Kubo and the Two Strings and the Loose Threads

Look. Laika’s latest is lovely. Stop-motion animation is incredible stuff and Laika’s stop-motion delivers aesthetically-pleasing achievements that are near-unbelievable. Kubo and the Two Strings, as the film is titled, swamps you in color and motion and clickity-clackity coolness.

The story is pretty lame, though. It pains me to say it — since the production company is one I’d love to support — but all Kubo‘s coolness reflects, in this case, is the ample room for air to waft around inside one’s empty skull.

Paranorman was much better. And it felt as if it relied less on computer effects than this one does — although I’m hardly an expert on such matters.

I see what you did there.

In this film, the protagonist is Kubo, a boy with the magical ability to animate origami, something which no one much seems surprised about. Kubo’s mother (the voice of Charlize Theron) has hidden her son away from the night and her father, the all-powerful Moon King (Ralph Fiennes), plus his underlings — her spectral twin sisters (both Rooney Mara). Naturally, Kubo blows his cover and tragedy all too quickly flops into a string of emotionless adventures. For most of the film, Kubo meanders so as to accumulate the three special pieces of armor that will protect him from the Moon King. It was upon this same quest that his father was cruelly taken from him.

You can see the air move inside the skull, if you look close.

And it means absolutely nothing. Not a single thing.

While the story flips Kubo and his magical companions (a monkey and a beetle-samurai voiced by Matthew McConaughey) between jovially ghoulish set pieces, one slowly begins to wonder who, and why, and what is going on. While imbuing a kids’ film with mystery is good stuff, there are limits.

Who is this Moon King exactly? What is this armor and what difference will it make? What kind of weird magic lets one animate origami, or use a stringed instrument as a concussion weapon, or cast primarily non-Asian actors in Japanese roles in a film set in Japan?

Hello Cleveland! We are Cheap Trick!

Which isn’t to say that there isn’t charm or thrills to Kubo, just the glorious surface is soap bubble thin. One thought and: pop!
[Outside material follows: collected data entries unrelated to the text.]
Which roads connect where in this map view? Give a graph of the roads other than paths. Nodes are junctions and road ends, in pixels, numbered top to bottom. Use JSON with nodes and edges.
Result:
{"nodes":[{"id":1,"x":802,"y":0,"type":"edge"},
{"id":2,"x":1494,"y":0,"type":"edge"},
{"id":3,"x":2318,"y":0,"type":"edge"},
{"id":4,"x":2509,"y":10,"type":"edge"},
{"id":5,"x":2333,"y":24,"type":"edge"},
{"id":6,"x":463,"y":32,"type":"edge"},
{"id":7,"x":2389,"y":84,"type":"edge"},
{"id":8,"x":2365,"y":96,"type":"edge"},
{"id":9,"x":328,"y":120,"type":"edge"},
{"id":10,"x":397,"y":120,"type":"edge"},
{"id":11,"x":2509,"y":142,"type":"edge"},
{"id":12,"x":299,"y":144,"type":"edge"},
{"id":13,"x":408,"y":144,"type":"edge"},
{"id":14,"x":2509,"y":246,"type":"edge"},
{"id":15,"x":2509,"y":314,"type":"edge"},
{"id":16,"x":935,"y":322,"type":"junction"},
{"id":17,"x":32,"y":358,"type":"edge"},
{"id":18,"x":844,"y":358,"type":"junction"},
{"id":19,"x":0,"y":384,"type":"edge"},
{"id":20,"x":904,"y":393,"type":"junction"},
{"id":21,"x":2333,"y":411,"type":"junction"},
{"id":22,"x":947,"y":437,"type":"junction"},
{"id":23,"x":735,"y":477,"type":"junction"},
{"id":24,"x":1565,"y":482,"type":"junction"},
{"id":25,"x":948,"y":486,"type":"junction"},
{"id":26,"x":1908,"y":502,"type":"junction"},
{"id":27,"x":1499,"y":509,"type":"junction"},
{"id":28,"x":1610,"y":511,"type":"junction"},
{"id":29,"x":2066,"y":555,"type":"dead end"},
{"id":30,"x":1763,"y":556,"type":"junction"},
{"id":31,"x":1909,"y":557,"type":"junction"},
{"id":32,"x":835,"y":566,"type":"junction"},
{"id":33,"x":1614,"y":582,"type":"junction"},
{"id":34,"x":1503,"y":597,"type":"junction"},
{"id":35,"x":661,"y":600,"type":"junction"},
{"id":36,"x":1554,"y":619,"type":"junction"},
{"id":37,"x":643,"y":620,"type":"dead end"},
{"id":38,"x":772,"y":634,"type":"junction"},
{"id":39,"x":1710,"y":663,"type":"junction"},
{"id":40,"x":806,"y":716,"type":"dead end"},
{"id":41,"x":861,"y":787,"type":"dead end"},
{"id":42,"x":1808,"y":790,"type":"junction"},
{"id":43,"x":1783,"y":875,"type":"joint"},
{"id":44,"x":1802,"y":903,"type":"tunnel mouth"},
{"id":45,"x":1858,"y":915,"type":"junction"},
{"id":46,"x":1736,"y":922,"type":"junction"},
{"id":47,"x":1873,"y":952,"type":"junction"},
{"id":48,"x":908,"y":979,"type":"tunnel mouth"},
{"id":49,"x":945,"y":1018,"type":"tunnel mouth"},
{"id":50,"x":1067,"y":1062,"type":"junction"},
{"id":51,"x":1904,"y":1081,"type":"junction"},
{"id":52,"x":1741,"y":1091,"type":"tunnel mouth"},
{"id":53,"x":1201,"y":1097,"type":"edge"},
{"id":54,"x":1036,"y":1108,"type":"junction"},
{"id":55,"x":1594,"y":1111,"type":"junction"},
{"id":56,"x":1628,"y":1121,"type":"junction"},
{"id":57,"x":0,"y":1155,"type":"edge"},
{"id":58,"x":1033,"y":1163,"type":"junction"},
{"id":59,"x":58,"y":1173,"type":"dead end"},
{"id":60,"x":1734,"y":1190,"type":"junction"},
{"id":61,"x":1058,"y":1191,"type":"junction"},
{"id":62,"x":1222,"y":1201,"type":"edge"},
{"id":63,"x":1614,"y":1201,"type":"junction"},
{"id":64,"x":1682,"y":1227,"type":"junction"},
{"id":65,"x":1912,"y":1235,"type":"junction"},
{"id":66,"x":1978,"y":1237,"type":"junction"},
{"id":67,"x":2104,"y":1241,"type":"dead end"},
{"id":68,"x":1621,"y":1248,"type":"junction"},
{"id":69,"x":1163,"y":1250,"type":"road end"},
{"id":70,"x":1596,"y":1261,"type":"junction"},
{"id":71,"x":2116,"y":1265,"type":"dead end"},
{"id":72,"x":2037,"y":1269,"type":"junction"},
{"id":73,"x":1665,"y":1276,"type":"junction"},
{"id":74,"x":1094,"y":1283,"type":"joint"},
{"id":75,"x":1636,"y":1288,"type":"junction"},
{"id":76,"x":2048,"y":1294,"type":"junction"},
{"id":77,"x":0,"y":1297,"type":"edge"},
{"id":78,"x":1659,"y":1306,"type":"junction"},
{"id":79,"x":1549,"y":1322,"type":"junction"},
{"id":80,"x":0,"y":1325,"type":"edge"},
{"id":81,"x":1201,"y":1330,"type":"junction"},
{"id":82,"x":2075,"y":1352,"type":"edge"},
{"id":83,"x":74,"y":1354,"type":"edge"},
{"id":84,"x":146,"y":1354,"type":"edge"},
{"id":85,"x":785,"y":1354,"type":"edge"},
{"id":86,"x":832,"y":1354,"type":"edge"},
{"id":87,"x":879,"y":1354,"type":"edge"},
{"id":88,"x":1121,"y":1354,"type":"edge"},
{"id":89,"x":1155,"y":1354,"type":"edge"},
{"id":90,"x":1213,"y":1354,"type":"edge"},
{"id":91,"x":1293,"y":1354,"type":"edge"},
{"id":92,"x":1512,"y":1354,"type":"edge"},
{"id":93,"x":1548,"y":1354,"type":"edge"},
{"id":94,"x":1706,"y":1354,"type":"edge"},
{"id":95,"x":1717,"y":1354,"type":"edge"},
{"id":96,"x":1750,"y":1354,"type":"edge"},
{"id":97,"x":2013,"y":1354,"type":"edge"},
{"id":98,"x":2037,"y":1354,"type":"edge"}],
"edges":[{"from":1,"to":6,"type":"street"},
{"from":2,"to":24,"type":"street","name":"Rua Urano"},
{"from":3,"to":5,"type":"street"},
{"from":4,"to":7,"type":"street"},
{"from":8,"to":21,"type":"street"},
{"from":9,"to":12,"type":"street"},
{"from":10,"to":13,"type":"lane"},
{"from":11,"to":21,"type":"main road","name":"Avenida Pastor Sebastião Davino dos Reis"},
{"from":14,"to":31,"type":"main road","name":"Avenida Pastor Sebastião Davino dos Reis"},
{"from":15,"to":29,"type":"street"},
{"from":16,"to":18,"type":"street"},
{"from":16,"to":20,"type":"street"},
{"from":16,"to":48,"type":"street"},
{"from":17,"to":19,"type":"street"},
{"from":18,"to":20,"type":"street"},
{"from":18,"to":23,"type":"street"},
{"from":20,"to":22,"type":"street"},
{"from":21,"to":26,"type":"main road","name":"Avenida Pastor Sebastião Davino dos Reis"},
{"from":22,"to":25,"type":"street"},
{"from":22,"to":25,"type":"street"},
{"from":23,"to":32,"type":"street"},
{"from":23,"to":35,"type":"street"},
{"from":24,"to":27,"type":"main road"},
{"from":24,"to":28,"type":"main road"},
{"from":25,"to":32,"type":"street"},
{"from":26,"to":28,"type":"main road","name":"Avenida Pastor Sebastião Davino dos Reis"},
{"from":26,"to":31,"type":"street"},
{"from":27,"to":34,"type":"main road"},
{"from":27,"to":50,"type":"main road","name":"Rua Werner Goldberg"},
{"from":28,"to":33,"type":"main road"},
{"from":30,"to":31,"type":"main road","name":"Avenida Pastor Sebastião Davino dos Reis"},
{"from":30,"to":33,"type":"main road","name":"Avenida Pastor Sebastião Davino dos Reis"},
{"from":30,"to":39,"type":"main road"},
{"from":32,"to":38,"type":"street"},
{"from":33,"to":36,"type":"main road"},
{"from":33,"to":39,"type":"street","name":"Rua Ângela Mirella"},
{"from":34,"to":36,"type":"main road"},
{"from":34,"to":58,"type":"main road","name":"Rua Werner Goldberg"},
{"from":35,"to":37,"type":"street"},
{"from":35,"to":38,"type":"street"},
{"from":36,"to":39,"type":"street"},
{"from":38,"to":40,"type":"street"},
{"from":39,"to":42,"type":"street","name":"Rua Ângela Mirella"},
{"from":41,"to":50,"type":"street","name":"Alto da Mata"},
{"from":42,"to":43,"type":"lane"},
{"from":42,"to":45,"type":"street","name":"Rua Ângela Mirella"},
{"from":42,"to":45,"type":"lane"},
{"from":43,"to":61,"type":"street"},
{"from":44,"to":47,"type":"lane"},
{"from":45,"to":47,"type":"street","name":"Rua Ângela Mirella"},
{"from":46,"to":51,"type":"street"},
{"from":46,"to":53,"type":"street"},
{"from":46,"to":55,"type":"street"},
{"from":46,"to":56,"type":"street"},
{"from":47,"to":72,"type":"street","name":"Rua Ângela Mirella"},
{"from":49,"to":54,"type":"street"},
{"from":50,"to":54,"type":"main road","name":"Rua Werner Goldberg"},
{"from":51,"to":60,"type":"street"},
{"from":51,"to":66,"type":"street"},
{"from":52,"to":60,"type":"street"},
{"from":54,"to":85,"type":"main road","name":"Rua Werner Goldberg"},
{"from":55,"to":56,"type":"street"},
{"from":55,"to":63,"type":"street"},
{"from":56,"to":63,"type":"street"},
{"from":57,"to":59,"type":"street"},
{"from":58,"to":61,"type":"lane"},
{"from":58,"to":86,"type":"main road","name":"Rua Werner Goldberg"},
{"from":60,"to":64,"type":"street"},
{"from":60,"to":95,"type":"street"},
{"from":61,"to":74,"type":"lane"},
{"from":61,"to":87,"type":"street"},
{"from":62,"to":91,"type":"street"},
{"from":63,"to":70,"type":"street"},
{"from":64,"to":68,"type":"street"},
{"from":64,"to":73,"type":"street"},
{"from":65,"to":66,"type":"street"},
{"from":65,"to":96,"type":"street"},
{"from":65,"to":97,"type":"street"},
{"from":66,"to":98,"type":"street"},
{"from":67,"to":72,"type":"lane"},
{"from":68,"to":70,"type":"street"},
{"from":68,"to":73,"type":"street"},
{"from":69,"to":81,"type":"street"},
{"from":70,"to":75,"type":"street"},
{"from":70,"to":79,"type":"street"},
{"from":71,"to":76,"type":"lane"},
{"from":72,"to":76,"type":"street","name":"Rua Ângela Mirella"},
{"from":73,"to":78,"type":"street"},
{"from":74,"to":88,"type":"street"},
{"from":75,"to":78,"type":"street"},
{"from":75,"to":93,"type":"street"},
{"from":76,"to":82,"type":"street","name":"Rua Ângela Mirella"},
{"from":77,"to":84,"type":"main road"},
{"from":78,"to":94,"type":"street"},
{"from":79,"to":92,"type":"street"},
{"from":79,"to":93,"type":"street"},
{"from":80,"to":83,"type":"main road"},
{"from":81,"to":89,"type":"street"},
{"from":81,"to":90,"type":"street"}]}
The film does manage a consistent theme until the end — about memory and the strength of it — which is adequately involving. It’s just the plot that leaves you cold. To reveal the ending (AHEM), Kubo collects his magical trifecta of armored enhancements and then…. doesn’t use them for reasons never addressed. If his sword and magic helmet would, in fact, help against the Moon King, we never really see that come to be. Kubo instead finds the power to overcome in his humanity and in his magic samisen, now strung with memories of his father, his mother, and himself.

Good thing I speak Hovitos.

But for a film about the power of memory, too many of the characters go about their lives unaware of who they’re with. And the Moon King, when defeated, is given a false set of memories upon which to base his now-human dotage. Why? I forget.

Mumble, mumble forgiveness pass the nori.

So: come for the animation and stay for the character and set design, but expect little in the way of story. And really: I know Toshiro Mifune is dead but c’mon Hollywood. There are a ton of amazing Japanese actors who could have voiced these parts. It’s enough already with the white washing.

 

3 responses on “Kubo and the Two Strings and the Loose Threads

    • I believe I mentioned its beauty in the first sentence. Maybe you need to watch it again and see what lies beyond that? I found little, but if you have insights, don’t be stingy. For me, beauty has to be more than skin deep.

Yeah, well, you know, that's just, like, your opinion, man.